Who knew you could 3D-print a violin – and have it sound good?! Meet 3DVARIUS, the world’s first 3D-printed violin. You can even hear it played alongside a real Stradivarius!
The World’s First 3D-Printed Violin
What You'll Find on This Page
I confess that a 3D-printed violin was not on my list of things to look for at CES. But, as someone who plays the violin (not very well, but I have since I was four years old), I knew I had to check it out when I passed the 3DVARIUS booth. The name on its own is clever, as is the clear design of the instrument.
I heard violinist Pauline Henric playing as I approached the booth. She let me try the violin out myself, pushing the different pedals (see her foot above?) to show me the different sounds the instrument can make. The inventor of this violin, engineer-violinist Laurent Bernadac, explained the instruments single-piece design. He explained that this 3D-printed violin was designed for maximum comfort and sound control.
What Is It Like to Play a 3D-Printed Violin?
had no idea what to expect from an electric violin, and I found the 3DVARIUS shockingly easy to play! I started Suzuki violin when I was 4 years old. Playing violin was something everyone in my family did. We moved when I was 6, and after that I rarely took violin lessons. I kept playing, though, at least once a year. We weren’t allowed to open Christmas presents until we played Christmas music on our violins for my mom.
Comfort was a huge piece of my not falling in love with violin playing as a child. I struggled to find a way to hold my violin that felt remotely comfortable. The 3DVARIUS is infinitely more comfortable to hold than the many violins I have played over the course of my life.
How Does a 3D-Printed Violin Sound?
Several people commented on this violin when I posted it as part of a CES 2017 slideshow on Instagram, specifically asking what it sounds like. I tracked down a video of it being played alongside a Stradivarius violin. Note that the performers are the same people manning the booth at CES.
Having played the 3DVARIUS at CES, I feel like the difference in tone between these two instruments would be much more noticeable in real life than it is in this digital recording. That being said, I was amazed at how fun this instrument was to play. Now I am curious to compare it to more traditional electric violins.
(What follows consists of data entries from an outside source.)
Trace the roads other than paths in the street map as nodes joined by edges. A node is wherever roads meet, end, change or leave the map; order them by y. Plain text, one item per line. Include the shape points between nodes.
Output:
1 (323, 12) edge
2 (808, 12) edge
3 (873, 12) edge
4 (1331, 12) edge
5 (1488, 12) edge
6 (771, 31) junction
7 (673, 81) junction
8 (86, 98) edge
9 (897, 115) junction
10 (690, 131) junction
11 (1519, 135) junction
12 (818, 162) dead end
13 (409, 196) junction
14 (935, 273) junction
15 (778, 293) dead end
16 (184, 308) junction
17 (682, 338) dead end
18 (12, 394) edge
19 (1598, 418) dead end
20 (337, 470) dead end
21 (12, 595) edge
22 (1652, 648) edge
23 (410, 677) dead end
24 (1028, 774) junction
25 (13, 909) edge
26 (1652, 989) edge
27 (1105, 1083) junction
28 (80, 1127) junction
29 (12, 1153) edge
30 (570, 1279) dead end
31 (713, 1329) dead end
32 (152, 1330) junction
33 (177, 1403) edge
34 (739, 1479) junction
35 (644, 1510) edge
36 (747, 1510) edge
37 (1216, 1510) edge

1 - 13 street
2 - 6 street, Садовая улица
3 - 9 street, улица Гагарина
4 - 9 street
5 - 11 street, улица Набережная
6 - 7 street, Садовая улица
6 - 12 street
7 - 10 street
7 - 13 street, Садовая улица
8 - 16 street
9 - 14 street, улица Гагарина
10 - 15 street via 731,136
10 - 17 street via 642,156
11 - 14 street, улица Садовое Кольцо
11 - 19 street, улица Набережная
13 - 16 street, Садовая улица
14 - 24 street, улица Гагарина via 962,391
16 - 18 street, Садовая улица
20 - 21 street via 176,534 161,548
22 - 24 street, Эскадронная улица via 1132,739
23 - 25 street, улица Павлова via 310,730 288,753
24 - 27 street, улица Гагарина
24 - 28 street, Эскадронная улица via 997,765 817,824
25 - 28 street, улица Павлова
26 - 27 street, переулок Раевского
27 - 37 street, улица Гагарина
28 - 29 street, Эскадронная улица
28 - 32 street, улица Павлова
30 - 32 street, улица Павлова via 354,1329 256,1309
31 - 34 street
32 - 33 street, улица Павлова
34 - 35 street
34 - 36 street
Wondering how this violin is made? Here you go:
Priced at over $6,000, this violin is the most expensive violin I have personally played. It is a pretty big investment! That being said, Stradivarius violins sell for as much as 3.6 MILLION dollars. You can have your 3DVARIUS made to measure, you can give it a special name, and you can engrave a personal message on the surface. All of these personalized elements cost extra, of course. The made to measure element could be worth a lot to a violinist like my tiny cousin, who is really too small for a standard full-sized violin but wants a full-sized sound.
After playing this violin, I am curious to know what is possible at a lower price point for electric violins. All over the country, children play mediocre wooden violins in schools. I wonder if electric violins could be provided as a more durable, better sounding, and easier to play option? Can 3D-printed violins be created in school Maker studios?
I own a digital Roland piano with weighted keys because it sounds better than the “real” piano we can currently afford. Someday I hope to upgrade to a high quality traditional piano. In the meantime, my kids and I are grateful for the Roland. I wonder if this could be the future for violins as well?
Would you play a 3D-printed violin over a traditional wooden violin?